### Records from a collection
++++++++

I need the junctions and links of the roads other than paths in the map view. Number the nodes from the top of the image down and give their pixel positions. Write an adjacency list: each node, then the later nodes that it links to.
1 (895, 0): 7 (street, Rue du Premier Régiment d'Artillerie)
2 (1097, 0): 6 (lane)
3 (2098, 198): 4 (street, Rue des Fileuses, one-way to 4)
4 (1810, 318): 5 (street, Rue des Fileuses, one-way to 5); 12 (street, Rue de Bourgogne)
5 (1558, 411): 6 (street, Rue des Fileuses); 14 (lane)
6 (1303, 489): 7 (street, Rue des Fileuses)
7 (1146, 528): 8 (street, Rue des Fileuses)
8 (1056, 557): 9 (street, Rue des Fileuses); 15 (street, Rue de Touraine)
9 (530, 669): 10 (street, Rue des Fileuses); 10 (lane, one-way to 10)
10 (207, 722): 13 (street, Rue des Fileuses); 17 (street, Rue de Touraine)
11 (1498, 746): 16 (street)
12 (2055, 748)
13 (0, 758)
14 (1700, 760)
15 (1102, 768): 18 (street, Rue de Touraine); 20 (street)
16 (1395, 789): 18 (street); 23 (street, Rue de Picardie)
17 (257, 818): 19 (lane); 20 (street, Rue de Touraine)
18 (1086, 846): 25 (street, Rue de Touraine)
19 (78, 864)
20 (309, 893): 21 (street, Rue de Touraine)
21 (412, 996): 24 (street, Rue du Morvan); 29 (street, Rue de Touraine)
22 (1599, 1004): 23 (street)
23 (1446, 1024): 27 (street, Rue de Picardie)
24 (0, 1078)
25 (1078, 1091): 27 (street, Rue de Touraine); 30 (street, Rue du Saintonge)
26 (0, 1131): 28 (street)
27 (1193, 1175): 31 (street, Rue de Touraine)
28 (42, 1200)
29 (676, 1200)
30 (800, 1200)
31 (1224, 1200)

++++++++

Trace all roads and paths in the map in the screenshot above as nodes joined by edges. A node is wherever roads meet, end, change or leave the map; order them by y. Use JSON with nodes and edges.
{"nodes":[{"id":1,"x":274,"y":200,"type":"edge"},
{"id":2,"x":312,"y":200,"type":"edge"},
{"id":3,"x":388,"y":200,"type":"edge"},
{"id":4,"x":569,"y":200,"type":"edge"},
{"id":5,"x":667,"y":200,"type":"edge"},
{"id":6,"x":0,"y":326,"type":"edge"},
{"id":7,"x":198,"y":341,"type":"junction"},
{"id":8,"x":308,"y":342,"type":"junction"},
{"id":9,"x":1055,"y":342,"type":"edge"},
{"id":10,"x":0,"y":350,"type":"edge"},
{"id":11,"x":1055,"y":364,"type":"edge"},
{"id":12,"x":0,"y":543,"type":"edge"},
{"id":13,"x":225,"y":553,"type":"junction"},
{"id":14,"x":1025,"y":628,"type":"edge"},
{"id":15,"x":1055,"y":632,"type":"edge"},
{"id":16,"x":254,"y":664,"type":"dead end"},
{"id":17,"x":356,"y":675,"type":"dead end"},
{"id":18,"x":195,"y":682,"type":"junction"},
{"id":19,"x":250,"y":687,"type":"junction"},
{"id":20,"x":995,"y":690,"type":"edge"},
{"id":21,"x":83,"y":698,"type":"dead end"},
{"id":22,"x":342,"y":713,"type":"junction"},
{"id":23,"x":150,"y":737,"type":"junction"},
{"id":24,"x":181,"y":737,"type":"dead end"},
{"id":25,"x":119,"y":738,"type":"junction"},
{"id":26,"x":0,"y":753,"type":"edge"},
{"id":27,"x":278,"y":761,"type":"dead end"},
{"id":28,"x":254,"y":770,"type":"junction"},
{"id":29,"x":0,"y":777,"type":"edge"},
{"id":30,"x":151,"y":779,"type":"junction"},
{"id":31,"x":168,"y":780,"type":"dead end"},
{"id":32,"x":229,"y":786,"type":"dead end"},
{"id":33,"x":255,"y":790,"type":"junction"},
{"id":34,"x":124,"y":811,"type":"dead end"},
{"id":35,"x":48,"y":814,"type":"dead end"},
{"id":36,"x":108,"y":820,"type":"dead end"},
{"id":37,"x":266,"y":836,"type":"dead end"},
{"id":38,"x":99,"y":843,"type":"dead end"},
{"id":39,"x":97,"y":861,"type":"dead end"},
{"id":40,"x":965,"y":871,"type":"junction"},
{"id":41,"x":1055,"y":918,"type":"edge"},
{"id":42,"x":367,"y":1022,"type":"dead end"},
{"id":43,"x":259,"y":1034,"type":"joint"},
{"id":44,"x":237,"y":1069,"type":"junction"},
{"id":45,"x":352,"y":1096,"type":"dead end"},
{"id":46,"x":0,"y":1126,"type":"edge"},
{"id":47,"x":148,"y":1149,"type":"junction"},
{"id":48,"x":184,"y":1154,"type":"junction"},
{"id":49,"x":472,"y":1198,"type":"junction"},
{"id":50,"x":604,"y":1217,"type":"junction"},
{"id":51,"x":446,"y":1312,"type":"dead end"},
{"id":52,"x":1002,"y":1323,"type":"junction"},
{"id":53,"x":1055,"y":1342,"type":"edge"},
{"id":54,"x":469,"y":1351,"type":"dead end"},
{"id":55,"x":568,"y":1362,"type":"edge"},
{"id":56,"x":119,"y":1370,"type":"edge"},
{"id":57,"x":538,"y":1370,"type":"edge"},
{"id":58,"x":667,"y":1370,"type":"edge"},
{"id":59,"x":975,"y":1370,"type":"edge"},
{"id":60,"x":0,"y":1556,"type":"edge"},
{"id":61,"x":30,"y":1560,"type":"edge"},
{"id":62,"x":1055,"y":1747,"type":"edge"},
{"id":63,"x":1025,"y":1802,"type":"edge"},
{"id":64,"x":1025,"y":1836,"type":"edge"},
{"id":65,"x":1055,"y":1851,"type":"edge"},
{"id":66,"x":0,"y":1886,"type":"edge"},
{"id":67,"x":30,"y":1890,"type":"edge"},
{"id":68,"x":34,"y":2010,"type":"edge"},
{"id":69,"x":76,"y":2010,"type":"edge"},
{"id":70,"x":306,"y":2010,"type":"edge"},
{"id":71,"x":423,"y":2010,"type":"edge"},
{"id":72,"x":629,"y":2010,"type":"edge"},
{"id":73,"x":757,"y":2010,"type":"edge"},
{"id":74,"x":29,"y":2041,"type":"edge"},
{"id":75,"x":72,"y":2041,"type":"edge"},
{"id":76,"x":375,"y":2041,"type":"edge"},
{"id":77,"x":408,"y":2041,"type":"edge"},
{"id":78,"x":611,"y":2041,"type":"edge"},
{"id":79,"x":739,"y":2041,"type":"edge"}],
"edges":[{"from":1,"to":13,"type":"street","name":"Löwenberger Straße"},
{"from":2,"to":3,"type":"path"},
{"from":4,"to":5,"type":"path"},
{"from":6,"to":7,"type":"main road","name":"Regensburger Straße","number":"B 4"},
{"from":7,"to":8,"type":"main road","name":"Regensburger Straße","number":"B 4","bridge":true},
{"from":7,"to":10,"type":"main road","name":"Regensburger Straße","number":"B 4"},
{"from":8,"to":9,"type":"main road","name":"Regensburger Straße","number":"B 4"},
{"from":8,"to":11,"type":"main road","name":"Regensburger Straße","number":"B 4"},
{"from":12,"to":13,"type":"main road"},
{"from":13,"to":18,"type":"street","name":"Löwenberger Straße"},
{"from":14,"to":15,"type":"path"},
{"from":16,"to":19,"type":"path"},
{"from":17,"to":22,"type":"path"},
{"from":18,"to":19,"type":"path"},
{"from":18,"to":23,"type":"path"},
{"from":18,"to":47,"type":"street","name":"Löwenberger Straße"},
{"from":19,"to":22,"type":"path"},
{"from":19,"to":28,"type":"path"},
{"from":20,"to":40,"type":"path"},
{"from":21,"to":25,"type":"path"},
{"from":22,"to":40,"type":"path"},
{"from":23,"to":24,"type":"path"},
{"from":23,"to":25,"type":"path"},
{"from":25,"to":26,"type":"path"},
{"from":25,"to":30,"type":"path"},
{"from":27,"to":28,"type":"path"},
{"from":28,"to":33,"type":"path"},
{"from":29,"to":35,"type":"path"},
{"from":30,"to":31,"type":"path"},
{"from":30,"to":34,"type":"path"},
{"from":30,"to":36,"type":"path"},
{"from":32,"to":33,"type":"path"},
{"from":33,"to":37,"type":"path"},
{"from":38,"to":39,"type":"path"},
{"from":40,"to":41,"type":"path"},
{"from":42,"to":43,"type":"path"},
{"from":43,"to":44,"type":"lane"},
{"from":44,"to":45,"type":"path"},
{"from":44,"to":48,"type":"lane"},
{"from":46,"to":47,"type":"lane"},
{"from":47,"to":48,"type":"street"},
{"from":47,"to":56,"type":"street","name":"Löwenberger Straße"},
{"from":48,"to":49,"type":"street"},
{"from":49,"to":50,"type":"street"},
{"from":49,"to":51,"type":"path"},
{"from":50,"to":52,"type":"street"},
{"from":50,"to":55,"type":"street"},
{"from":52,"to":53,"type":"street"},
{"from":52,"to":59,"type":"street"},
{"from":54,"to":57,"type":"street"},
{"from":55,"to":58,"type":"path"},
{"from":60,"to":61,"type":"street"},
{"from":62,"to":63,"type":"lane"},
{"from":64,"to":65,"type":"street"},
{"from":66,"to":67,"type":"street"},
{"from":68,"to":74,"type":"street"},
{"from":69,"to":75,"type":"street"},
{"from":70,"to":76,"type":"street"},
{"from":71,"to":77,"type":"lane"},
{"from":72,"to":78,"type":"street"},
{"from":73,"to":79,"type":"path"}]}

++++++++

### Your assignment
Among the records, find all lines that include the string "edges" and return them.

### Solution for this task
Trace all roads and paths in the map in the screenshot above as nodes joined by edges. A node is wherever roads meet, end, change or leave the map; order them by y. Use JSON with nodes and edges.
"edges":[{"from":1,"to":13,"type":"street","name":"Löwenberger Straße"},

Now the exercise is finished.